(Pixel coordinate listings)
------------------------------------

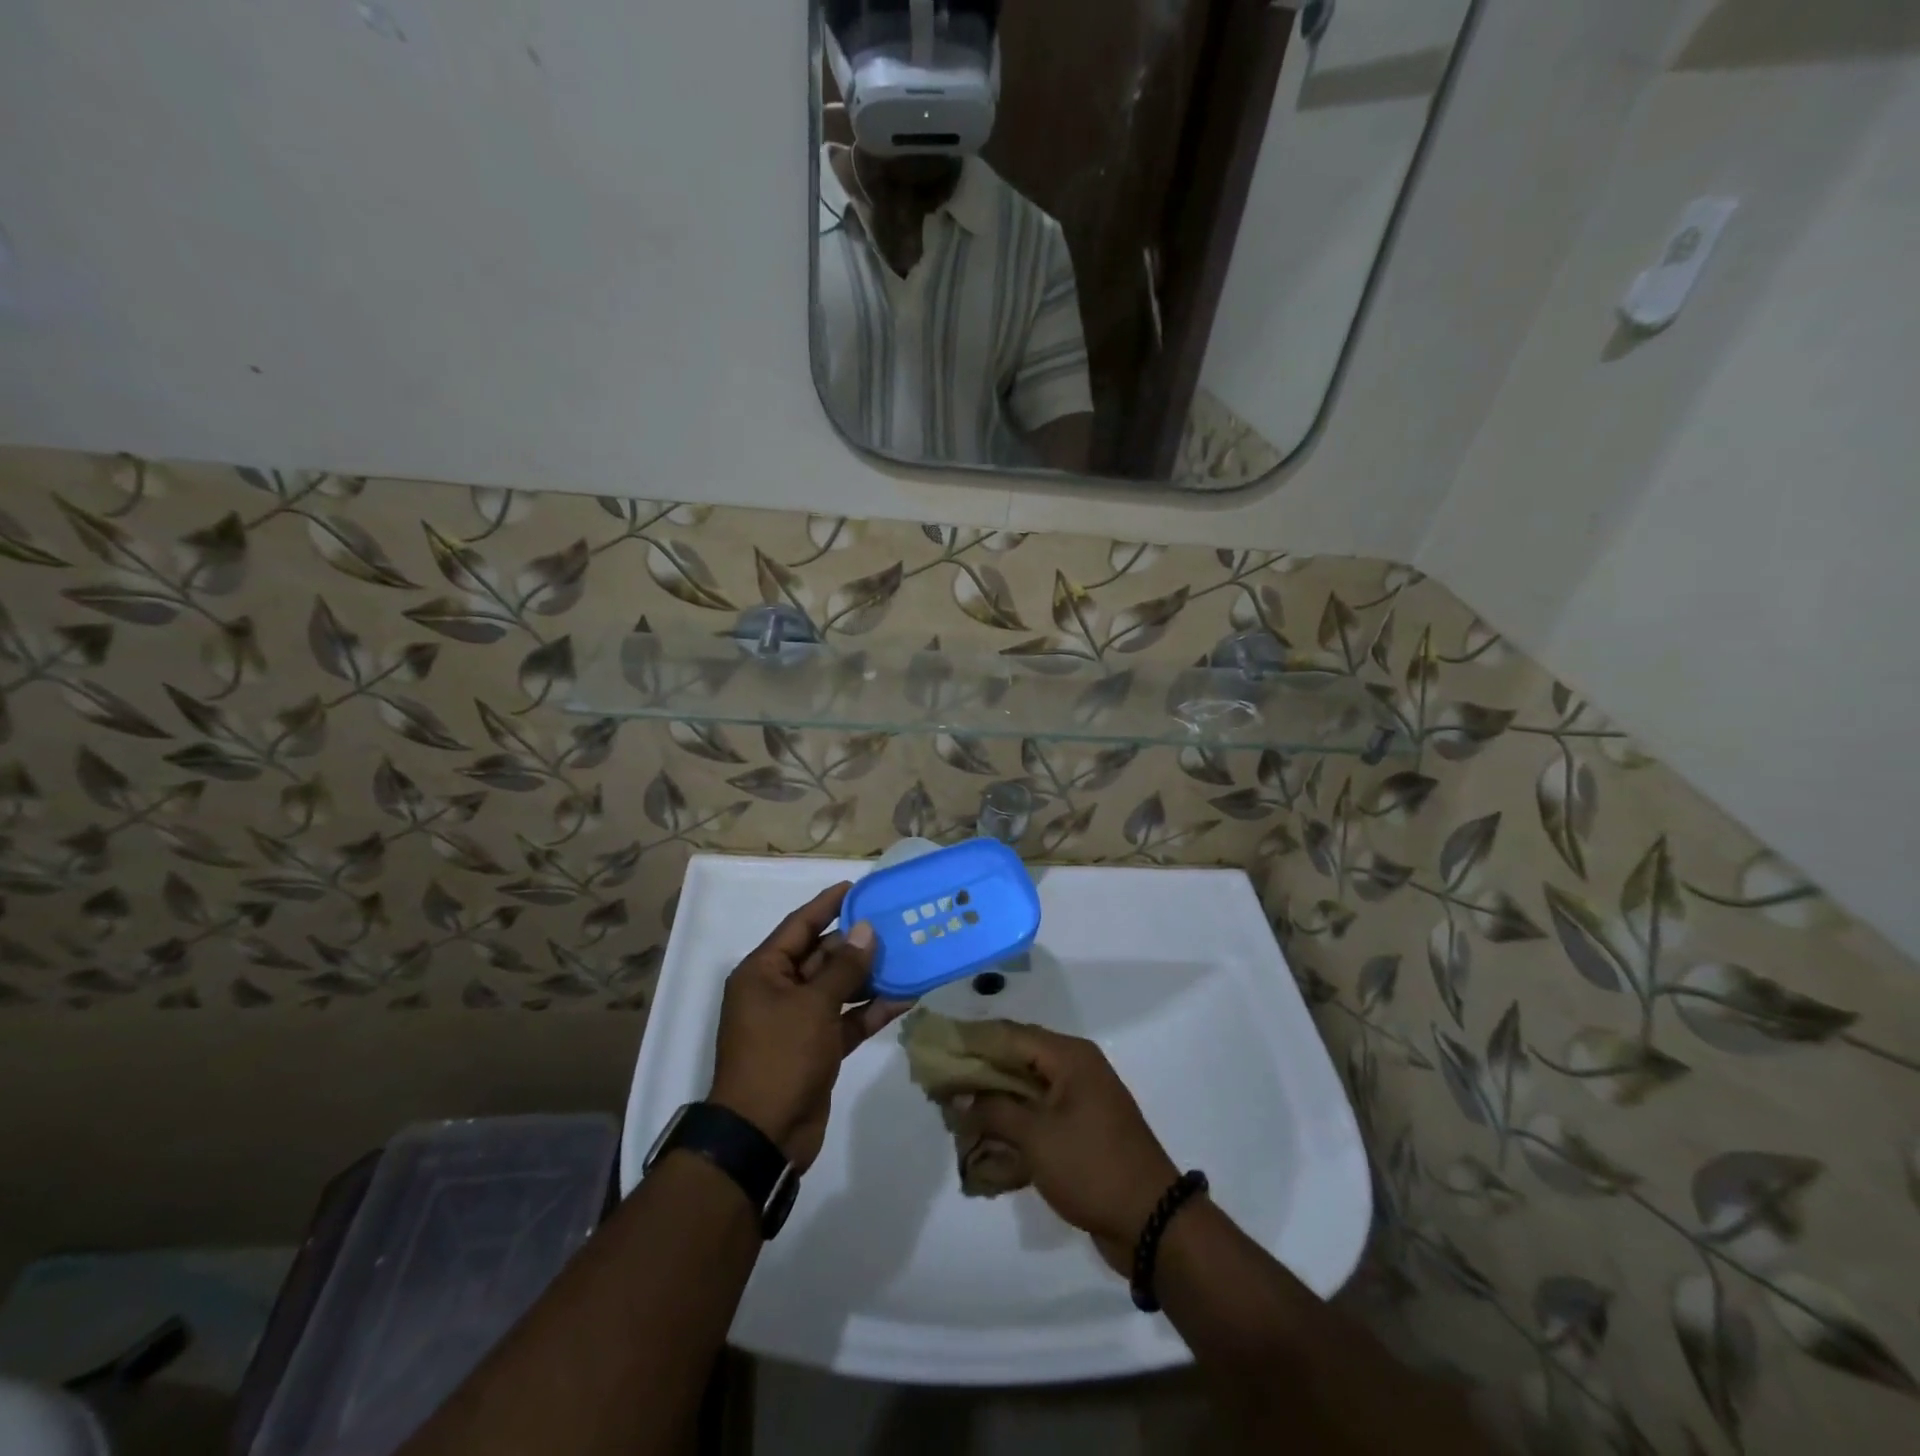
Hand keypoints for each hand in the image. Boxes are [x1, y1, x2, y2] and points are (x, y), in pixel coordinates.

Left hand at [707, 882, 911, 1171]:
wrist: (764, 1136)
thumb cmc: (780, 1056)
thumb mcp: (813, 1006)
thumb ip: (844, 968)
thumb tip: (866, 931)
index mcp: (764, 972)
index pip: (799, 926)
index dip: (828, 904)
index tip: (858, 887)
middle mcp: (779, 991)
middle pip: (822, 956)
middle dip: (857, 943)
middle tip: (896, 924)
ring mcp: (798, 1021)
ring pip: (838, 988)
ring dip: (869, 976)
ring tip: (908, 956)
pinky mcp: (818, 1048)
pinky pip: (847, 1019)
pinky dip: (871, 1010)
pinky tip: (906, 997)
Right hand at [956, 1024, 1180, 1272]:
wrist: (1152, 1222)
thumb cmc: (1092, 1167)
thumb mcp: (1036, 1136)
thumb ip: (994, 1109)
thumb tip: (959, 1095)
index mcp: (1069, 1056)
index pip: (1010, 1034)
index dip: (972, 1040)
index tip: (936, 1049)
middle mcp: (1075, 1067)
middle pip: (1017, 1057)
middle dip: (979, 1071)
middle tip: (941, 1085)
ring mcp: (1079, 1099)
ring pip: (1025, 1087)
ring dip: (993, 1099)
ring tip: (955, 1113)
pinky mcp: (1080, 1128)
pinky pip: (1038, 1114)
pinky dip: (1012, 1122)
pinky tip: (985, 1140)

------------------------------------

Print the records above exactly, minus pictures.

Hand keypoints for each hand in the image. Boxes are [x1, y1, x2, y2] and points are (x, y), in pixel coordinates.

Left hand at [707, 882, 911, 1171]:
wrist: (764, 1136)
thumb cmc: (780, 1056)
thumb mcp: (813, 1006)
thumb ip: (844, 968)
thumb tip: (866, 931)
index mcp: (764, 972)
index pip: (799, 926)
index dip: (828, 904)
index tip: (858, 887)
middle mcp: (779, 991)
middle pip: (822, 956)
middle dip: (857, 943)
middle tip: (896, 924)
ring mcp: (798, 1021)
ring pip: (838, 988)
ring dip: (869, 976)
ring tip: (908, 956)
pinky mcp: (818, 1048)
pinky pip: (847, 1019)
pinky dip: (871, 1010)
pinky tip: (906, 997)
Right hand at [956, 1024, 1180, 1272]:
wrist: (1152, 1222)
thumb cmc: (1092, 1167)
thumb mcp: (1036, 1136)
thumb ip: (994, 1109)
thumb tip: (959, 1095)
index mcp: (1069, 1056)
index pip: (1010, 1034)
index dip: (972, 1040)
index tip: (936, 1049)
middle mcp: (1075, 1067)
middle pip: (1017, 1057)
middle dip: (979, 1071)
middle tip: (941, 1085)
ring mcp: (1079, 1099)
ring pip: (1025, 1087)
ring dip: (993, 1099)
ring tip: (955, 1113)
pinky mcp: (1080, 1128)
pinky pip: (1038, 1114)
pinky dip: (1012, 1122)
pinky tip: (985, 1140)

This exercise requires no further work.